よいとかわるいとかの前に、厳然としてそこにあるものとか起こっていることがらを丹念に記していくということの大切さを改めて感じた。彼女の作品がフィクションであっても、である。
昔話や昔語りには善悪の判断を超えた知恵が塗り込められているからではないかと思っている。異常なまでに理不尽な物語や、全く救いがない話もある。ちょっと小ずるかったり無茶があっても結果オーライだったり。インプットとアウトプットで帳尻が全く合わなかったり、バランスが悪かったり、そんなへんてこりんな話が好きである。落語ならば黄金餅あたりか。
祖母がたまに語ってくれていたよく分からぬ昔話もこのたぐいである。始まりもなければ落ちもない。娘時代にカネボウの工場に何年か勤めていた話は特に好きだった。
大正後期から昭和初期にかけてのデモクラシーの時代で、ウブで不細工だった祖母は人一倍働き者だったと自称しているが、勤め先のカネボウで大規模なストライキが起き、何がなにやら分からぬままにデモやストに参加して枕だけもって働きもせずにみんなで合宿みたいに寝起きをしていたという。カネボウの工場っていったいどこなんだろう。
さらに祖母が幼少のみぎり、近所の子どもと遊んでいたが一人ほど行方不明になってしまった神隠しの話もおもしろかった。もちろん落ちはないが。

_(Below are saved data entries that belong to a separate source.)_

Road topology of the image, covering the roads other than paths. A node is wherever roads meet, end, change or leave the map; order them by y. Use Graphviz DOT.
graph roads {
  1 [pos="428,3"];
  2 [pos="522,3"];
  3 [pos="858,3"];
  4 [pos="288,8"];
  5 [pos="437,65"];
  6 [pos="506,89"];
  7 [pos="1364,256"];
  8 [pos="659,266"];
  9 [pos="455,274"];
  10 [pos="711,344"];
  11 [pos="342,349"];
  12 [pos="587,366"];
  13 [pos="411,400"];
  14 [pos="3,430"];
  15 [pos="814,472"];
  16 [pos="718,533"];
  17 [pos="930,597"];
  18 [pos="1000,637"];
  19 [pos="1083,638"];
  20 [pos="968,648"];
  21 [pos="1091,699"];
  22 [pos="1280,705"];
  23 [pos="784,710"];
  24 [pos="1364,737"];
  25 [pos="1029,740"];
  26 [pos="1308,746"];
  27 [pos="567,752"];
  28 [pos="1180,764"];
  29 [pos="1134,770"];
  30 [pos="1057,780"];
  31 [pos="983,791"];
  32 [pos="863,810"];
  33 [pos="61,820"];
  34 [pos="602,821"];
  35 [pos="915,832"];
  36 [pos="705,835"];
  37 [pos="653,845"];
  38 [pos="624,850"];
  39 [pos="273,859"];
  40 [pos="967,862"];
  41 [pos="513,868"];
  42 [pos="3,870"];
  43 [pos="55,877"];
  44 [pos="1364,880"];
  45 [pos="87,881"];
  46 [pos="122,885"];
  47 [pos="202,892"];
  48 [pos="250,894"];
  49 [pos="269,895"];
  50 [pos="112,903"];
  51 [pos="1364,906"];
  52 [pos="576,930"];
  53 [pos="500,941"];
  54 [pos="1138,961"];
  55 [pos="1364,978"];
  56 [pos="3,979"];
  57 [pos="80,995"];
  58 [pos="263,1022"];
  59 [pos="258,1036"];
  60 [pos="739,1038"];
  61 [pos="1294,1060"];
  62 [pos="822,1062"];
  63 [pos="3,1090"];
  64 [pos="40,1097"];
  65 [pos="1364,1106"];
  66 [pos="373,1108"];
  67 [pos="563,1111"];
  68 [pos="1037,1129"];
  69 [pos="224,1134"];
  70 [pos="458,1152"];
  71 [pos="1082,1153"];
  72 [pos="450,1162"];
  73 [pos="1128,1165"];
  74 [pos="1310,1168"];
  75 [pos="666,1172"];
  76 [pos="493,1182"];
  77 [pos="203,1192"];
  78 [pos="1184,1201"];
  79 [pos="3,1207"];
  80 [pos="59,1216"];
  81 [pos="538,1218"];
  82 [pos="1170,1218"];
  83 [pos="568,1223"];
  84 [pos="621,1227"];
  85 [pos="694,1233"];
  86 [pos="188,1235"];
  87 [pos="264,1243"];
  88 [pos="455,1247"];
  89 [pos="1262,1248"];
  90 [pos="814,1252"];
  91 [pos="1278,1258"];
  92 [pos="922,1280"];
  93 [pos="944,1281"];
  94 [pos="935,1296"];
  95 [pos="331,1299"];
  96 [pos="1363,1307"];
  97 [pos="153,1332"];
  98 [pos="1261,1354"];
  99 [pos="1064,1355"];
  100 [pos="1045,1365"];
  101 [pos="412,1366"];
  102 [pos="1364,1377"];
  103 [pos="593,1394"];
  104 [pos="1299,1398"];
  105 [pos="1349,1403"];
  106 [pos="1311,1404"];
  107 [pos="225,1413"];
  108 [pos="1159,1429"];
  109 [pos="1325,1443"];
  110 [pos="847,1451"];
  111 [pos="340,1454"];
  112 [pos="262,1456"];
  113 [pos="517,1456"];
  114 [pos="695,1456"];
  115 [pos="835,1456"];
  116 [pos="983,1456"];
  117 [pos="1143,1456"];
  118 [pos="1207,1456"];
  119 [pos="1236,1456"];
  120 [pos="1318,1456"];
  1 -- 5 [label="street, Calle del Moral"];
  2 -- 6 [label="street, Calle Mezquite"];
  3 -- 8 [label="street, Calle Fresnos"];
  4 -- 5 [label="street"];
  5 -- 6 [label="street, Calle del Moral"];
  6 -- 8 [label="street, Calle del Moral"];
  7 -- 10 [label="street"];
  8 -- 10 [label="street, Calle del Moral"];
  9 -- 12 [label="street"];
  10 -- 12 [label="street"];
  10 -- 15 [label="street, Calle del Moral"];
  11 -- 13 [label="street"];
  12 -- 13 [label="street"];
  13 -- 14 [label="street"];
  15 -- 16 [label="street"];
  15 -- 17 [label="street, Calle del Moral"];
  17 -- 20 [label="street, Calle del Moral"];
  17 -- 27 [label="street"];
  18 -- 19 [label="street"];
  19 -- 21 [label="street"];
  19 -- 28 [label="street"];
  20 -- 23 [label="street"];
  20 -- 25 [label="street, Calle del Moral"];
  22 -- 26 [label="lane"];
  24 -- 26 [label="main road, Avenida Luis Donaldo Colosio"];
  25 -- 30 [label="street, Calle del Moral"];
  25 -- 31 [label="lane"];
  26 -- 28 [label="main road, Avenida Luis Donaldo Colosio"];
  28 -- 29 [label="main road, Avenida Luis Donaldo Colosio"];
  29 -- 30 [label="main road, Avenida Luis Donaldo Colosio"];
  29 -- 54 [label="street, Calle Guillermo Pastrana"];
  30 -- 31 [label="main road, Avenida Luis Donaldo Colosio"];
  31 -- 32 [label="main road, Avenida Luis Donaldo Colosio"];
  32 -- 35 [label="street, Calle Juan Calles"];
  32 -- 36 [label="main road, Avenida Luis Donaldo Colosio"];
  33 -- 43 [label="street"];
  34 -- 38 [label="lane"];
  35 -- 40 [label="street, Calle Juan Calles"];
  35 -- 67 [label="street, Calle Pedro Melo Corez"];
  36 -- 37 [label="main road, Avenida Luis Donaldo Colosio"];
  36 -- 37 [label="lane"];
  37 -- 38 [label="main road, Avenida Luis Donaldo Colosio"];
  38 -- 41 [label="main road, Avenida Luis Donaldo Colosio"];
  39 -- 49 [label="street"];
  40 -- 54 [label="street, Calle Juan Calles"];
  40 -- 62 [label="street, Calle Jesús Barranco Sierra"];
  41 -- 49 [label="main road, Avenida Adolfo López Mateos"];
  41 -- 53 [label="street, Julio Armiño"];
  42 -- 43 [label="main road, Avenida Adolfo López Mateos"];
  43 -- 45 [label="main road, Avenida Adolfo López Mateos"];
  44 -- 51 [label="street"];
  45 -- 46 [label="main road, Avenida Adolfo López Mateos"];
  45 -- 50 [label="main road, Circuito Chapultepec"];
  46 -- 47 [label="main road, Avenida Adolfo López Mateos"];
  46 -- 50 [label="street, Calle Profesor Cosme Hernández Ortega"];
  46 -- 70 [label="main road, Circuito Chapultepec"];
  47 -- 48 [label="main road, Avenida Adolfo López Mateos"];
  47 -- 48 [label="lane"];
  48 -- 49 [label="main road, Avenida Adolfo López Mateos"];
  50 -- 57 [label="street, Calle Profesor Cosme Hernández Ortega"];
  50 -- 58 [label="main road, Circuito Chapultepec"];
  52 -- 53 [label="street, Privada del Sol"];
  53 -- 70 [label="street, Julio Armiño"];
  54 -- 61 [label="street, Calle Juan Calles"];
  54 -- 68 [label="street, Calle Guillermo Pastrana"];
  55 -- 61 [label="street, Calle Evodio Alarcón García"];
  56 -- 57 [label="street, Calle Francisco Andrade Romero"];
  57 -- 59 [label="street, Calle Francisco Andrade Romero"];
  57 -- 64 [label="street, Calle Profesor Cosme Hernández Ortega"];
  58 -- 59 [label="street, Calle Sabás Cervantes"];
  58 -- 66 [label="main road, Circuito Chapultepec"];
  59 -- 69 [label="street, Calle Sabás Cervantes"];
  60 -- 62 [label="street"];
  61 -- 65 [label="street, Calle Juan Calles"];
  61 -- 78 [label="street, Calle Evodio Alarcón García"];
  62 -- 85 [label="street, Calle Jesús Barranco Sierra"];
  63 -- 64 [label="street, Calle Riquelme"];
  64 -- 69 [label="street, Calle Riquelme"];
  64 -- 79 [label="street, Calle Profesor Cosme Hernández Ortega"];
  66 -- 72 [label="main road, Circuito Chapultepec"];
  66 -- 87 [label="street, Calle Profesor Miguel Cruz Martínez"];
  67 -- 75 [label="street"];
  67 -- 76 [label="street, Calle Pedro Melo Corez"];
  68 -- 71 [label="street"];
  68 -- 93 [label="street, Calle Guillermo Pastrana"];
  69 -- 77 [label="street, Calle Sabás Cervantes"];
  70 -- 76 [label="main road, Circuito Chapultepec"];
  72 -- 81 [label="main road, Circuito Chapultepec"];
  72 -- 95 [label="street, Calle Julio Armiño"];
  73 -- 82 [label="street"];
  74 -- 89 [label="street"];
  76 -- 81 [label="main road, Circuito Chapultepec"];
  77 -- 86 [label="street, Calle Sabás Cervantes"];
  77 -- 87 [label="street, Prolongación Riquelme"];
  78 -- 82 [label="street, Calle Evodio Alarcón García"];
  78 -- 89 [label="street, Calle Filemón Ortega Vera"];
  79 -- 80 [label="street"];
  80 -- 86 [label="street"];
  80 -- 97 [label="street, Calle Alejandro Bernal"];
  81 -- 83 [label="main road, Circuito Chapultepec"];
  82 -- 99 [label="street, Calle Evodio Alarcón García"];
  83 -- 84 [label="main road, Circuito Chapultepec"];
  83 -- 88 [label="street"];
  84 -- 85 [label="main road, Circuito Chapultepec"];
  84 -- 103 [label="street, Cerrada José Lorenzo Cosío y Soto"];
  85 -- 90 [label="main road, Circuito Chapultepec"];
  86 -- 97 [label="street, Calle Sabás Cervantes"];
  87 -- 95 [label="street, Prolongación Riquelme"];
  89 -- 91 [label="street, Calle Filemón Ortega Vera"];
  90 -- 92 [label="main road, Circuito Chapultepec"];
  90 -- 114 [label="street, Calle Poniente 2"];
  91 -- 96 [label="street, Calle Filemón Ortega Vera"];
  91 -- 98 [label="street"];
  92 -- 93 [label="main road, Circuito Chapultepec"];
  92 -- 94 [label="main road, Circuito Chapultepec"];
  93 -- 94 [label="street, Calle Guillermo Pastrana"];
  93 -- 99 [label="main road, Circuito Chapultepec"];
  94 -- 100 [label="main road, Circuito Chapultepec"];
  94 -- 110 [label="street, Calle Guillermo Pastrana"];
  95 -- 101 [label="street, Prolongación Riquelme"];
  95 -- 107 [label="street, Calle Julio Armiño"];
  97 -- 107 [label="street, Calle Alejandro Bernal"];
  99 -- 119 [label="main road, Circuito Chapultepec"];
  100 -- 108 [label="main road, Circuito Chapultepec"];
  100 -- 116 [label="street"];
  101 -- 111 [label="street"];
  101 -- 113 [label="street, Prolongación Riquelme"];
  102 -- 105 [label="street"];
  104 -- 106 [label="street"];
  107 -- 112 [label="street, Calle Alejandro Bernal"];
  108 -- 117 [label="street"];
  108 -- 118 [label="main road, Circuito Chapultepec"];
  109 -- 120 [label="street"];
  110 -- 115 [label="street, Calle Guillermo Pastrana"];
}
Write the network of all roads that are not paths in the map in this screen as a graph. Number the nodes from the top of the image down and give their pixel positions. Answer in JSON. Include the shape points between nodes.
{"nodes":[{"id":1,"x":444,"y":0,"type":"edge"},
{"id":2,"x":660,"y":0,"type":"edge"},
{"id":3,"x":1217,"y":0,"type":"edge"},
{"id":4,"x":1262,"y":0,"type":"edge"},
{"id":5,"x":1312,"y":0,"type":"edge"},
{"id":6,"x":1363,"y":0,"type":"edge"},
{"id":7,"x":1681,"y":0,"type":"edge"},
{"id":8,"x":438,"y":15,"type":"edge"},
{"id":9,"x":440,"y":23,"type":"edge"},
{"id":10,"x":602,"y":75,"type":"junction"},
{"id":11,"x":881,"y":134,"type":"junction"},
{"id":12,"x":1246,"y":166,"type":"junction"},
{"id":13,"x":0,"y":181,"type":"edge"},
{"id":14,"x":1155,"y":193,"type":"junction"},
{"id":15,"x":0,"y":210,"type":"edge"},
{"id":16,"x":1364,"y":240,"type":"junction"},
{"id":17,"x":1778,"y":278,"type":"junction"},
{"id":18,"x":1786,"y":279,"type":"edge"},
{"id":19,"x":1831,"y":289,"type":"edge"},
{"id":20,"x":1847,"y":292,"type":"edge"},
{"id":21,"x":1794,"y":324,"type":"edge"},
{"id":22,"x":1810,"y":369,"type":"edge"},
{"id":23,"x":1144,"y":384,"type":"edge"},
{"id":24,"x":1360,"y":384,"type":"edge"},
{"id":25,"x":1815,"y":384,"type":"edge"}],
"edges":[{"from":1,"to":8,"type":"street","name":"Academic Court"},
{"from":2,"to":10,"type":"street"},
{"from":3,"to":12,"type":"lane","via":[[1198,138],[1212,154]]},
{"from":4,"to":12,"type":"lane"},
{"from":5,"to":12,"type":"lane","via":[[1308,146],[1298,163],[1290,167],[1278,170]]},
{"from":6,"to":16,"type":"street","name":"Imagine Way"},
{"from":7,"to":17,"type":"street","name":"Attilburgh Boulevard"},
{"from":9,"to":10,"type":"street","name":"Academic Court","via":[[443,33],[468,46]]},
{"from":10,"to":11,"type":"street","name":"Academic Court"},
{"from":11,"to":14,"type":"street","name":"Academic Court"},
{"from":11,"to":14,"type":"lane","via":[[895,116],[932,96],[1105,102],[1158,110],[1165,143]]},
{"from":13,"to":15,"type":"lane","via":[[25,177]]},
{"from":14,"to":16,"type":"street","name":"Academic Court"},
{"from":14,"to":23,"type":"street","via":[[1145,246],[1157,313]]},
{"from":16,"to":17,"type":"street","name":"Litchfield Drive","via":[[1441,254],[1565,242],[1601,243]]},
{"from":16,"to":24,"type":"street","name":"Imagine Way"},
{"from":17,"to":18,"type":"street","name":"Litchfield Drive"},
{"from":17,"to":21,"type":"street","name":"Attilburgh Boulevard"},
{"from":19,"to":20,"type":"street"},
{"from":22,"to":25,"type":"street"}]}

働き者の祖母は、ミカンもぎの出稼ぎに行ったり、季節労働者としていろんなところに出かけていたらしい。宮本常一の著作などとつきあわせながら聞いたらずいぶんとおもしろい話が引っ張り出せただろうに。
言葉を失ってしまった今ではもうむずかしいかもしれない。こんな話も聞けなくなるのかと思うと本当にもったいない。